John finally looked at her, his grey eyes calculating. "We are the thorn in the weave. They feel our resonance. It's drawing them, but it's confusing them. We're not prey that runs. We're moving toward them."
Kaelen spat onto the rock. "Makes them cautious. Cautious is good. Gives us time to pick the ground."
"The tower's not our goal," John said, his gaze returning to the distant movements. "The symbol is. The broken circle. We need one of them to talk."
"You want to take a stalker alive?" Kaelen's eyebrow raised. "In their territory?"
"I want one separated. Isolated. The resonance can do that. It's a beacon, but it's also a lure. It can pull one away from the pack."
Syldra felt the plan crystallize, dangerous and sharp. Her hand rested on her lower abdomen. "You want to use it. Use us."

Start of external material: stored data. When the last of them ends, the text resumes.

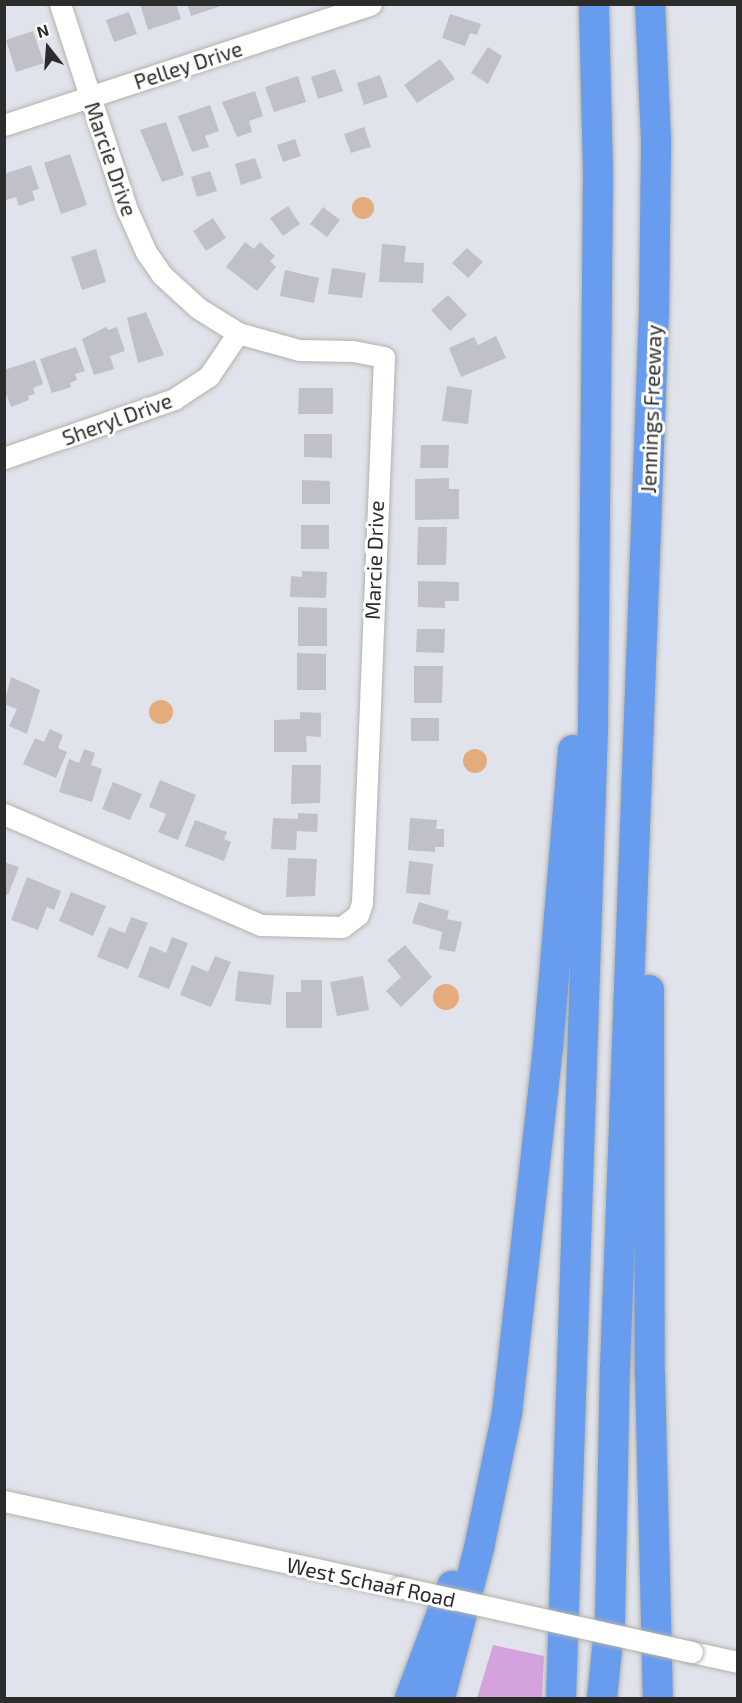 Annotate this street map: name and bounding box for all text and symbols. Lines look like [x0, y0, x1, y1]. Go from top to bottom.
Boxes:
north arrow [18, 18, 78, 78]
text: N [34, 20, 51, 41]
street label: Pelley Drive [130, 36, 246, 94]
street label: Marcie Drive [80, 98, 142, 220]
street label: Jennings Freeway [635, 324, 667, 494]
street label: Sheryl Drive [58, 387, 176, 451]
street label: Marcie Drive [359, 500, 389, 620]
street label: West Schaaf Road [284, 1552, 458, 1612] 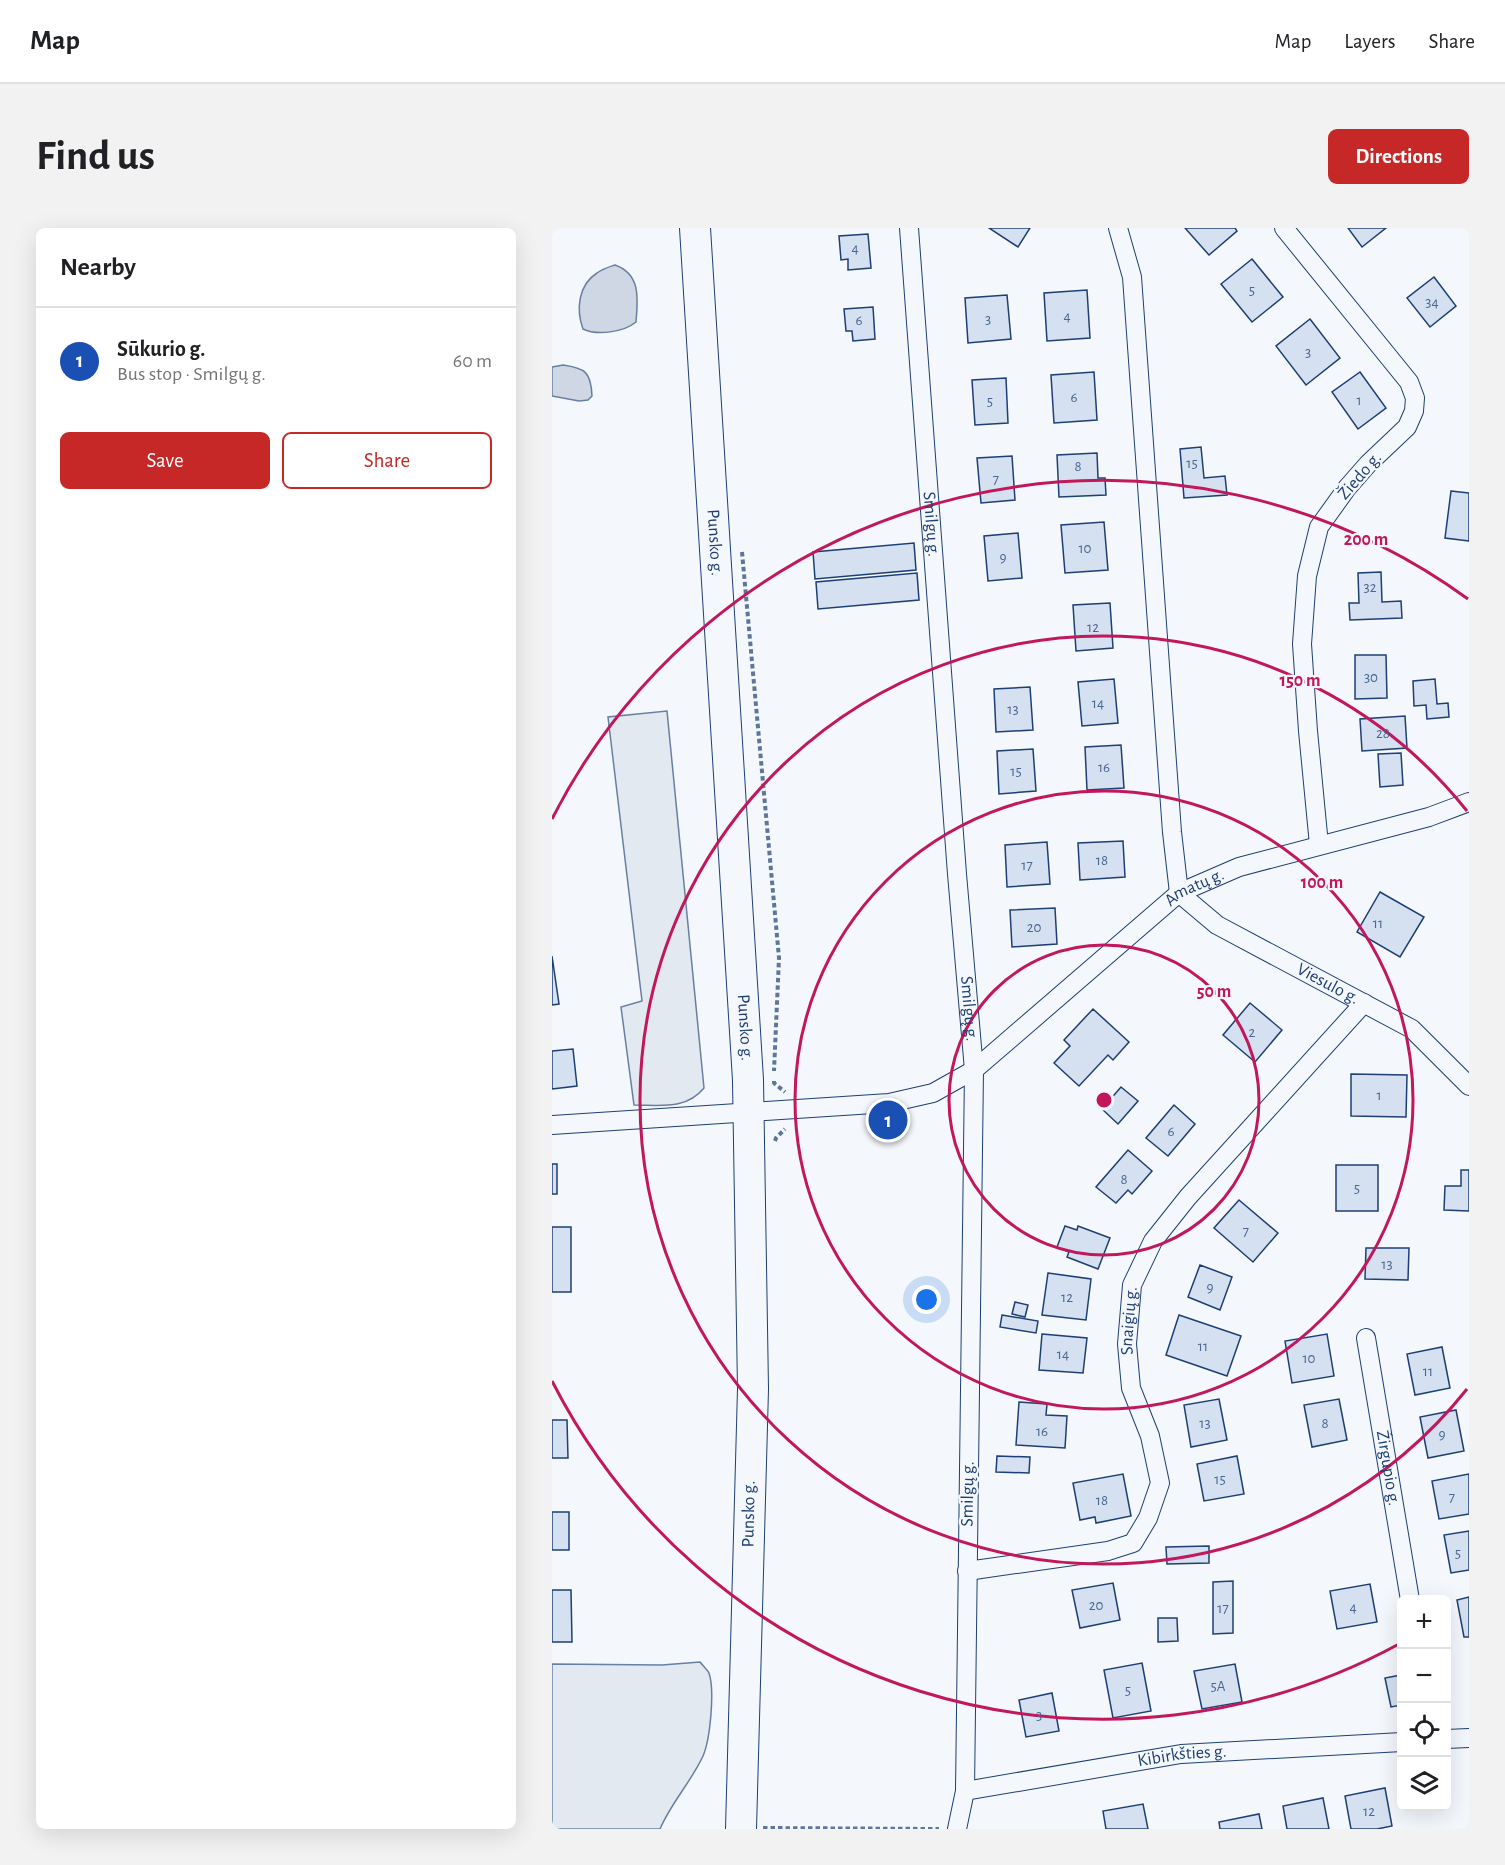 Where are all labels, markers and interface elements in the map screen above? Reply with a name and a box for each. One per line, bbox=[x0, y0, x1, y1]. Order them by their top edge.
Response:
text: Map bbox=[30, 27, 80, 55]
text: Map bbox=[1275, 31, 1311, 52]
text: Layers bbox=[1344, 31, 1395, 52]
text: Share bbox=[1428, 31, 1475, 52]
button: Directions bbox=[1328, 129, 1469, 184]
text: Find us bbox=[36, 135, 155, 177]
house number: 4 bbox=[851, 241, 859, 256]
text: Nearby bbox=[60, 254, 136, 280]
house number: 5 bbox=[1249, 283, 1255, 298]
house number: 34 bbox=[1425, 295, 1439, 310]
house number: 4 bbox=[1063, 309, 1071, 324]
house number: 3 bbox=[985, 312, 991, 327]
house number: 6 bbox=[855, 313, 863, 328]
text: Sūkurio g. bbox=[117, 338, 205, 360]
house number: 3 bbox=[1305, 345, 1311, 360]
text: 1 bbox=[76, 351, 83, 371]
text: 60 m bbox=[453, 351, 492, 371]
text: Bus stop · Smilgų g. bbox=[117, 364, 266, 384]
house number: 6 bbox=[1070, 390, 1078, 405]
house number: 1 bbox=[1356, 393, 1362, 408]
house number: 5 bbox=[987, 394, 993, 409]
button: Save bbox=[60, 432, 270, 489]
button: Share bbox=[282, 432, 492, 489]
street label: Žiedo g. bbox=[1333, 447, 1385, 503]
house number: 15 bbox=[1186, 456, 1198, 471]
house number: 8 bbox=[1074, 459, 1082, 474]
house number: 7 bbox=[993, 472, 999, 487]
street label: Smilgų g. bbox=[920, 491, 942, 557]
street label: Punsko g. bbox=[704, 509, 726, 576]
text: 200 m bbox=[1344, 531, 1388, 549]
house number: 10 bbox=[1078, 541, 1092, 556]
house number: 9 bbox=[999, 550, 1007, 565]
house number: 32 bbox=[1363, 580, 1377, 595]
house number: 12 bbox=[1087, 620, 1099, 635]
house number: 30 bbox=[1364, 670, 1378, 685]
text: 150 m bbox=[1280, 672, 1320, 690]
house number: 14 bbox=[1092, 696, 1104, 711]
house number: 13 bbox=[1007, 702, 1019, 717]
house number: 28 bbox=[1376, 726, 1390, 741]
house number: 16 bbox=[1098, 760, 1110, 775]
house number: 15 bbox=[1010, 764, 1022, 779]
house number: 18 bbox=[1096, 853, 1108, 868]
house number: 17 bbox=[1021, 858, 1033, 873]
street label: Amatų g. bbox=[1161, 866, 1227, 910]
text: 100 m bbox=[1301, 874, 1343, 892]
house number: 11 bbox=[1373, 916, 1383, 931]
house number: 20 bbox=[1027, 920, 1041, 935]
street label: Viesulo g. bbox=[1294, 960, 1362, 1008]
street label: Smilgų g. bbox=[957, 975, 980, 1042]
text: 50 m bbox=[1197, 983, 1231, 1001]
street label: Punsko g. bbox=[734, 994, 756, 1061]
house number: 2 bbox=[1249, 1025, 1256, 1040]
house number: 1 bbox=[1376, 1088, 1382, 1103]
centre of rings bbox=[1094, 1090, 1114, 1110]
pin: 1 bbox=[868, 1098, 908, 1142]
house number: 6 bbox=[1167, 1124, 1175, 1139]
house number: 8 bbox=[1120, 1172, 1128, 1187]
house number: 5 bbox=[1354, 1181, 1360, 1196]
house number: 7 bbox=[1243, 1224, 1249, 1239]
house number: 13 bbox=[1381, 1257, 1393, 1272]
house number: 9 bbox=[1206, 1280, 1214, 1295]
your location bbox=[912, 1285, 941, 1314]
street label: Snaigių g. bbox=[1118, 1286, 1141, 1356]
house number: 12 bbox=[1061, 1290, 1073, 1305]
house number: 11 bbox=[1198, 1339, 1208, 1354]
house number: 14 bbox=[1057, 1347, 1069, 1362]
house number: 10 bbox=[1302, 1351, 1316, 1366]
house number: 11 bbox=[1423, 1364, 1433, 1379]
house number: 13 bbox=[1199, 1416, 1211, 1431]
house number: 8 bbox=[1321, 1416, 1329, 1431]
house number: 16 bbox=[1036, 1424, 1048, 1439]
house number: 9 bbox=[1438, 1427, 1446, 1442]
street label: Žirgupio g. bbox=[1373, 1429, 1403, 1507]
street label: Smilgų g. bbox=[958, 1461, 978, 1527]
house number: 15 bbox=[1214, 1472, 1226, 1487]
street label: Punsko g. bbox=[739, 1481, 759, 1547]
house number: 7 bbox=[1449, 1490, 1455, 1505]
house number: 18 bbox=[1096, 1493, 1108, 1508]
house number: 5 bbox=[1455, 1546, 1461, 1561]
map controls bbox=[1397, 1595, 1451, 1811]
button: + bbox=[1397, 1595, 1451, 1649]
house number: 20 bbox=[1089, 1598, 1103, 1613]
house number: 4 bbox=[1349, 1600, 1357, 1615]
house number: 17 bbox=[1217, 1601, 1229, 1616]
button: − bbox=[1397, 1649, 1451, 1703]
house number: 5A bbox=[1211, 1679, 1226, 1694]
house number: 5 bbox=[1125, 1683, 1131, 1698]
button: locate bbox=[1397, 1703, 1451, 1757]
house number: 3 bbox=[1036, 1708, 1042, 1723]
street label: Kibirkšties g. bbox=[1136, 1743, 1227, 1770]
button: layers bbox=[1397, 1757, 1451, 1811]
house number: 12 bbox=[1363, 1804, 1375, 1819]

"Yes." His answer was devoid of apology. "We let the bond flare. Not a shout. A whisper. A siren song for just one. They're drawn to power. The child's resonance… it's new. Strange. It might taste like vulnerability to them."

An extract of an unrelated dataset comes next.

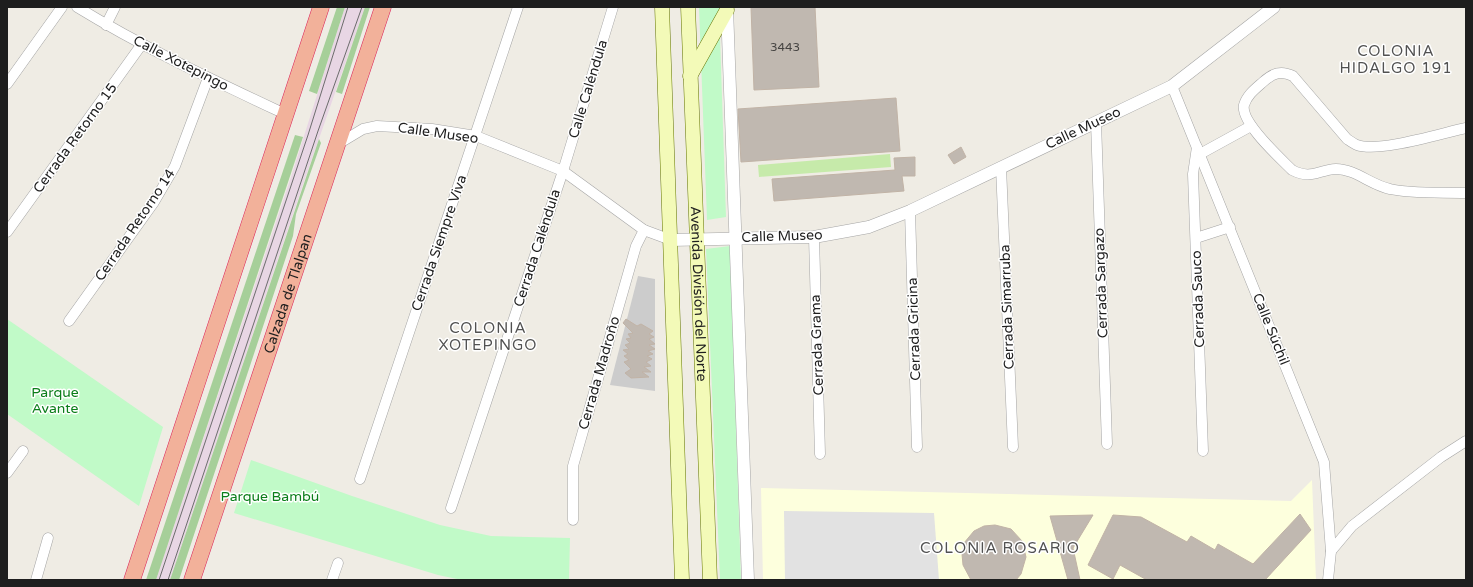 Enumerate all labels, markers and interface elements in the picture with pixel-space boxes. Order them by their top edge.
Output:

The thought of using her unborn child as bait sent a cold spike through her warmth. Yet the strategic truth of it was undeniable. This was the trap they had become.
"Where?" she asked, her voice steady.
John pointed to a fissure in the ridge below them, a deep crack that promised shadow and confinement. "There. A canyon within a canyon. One way in. Kaelen takes the high ledge. You and I go to ground. We make the call."
Kaelen nodded, a grim approval in his eyes. "I'll watch the pack. Keep the others off your neck. You get your talker, you make it fast." He hefted his crossbow. "Or I make it permanent."
They descended from the outcrop, moving with a new, urgent silence. The carrion bird cried again, closer now.
The fissure was colder, the sun unable to penetrate its depths. The air smelled of damp stone and something older, a mineral bitterness that coated the tongue. They stood in the gloom, John and Syldra facing each other.
"Now," John said. "Think of the Wadi. Think of the Salt Flats. The moment the bond caught fire. Let it rise, but hold the edges. Make it feel… ripe."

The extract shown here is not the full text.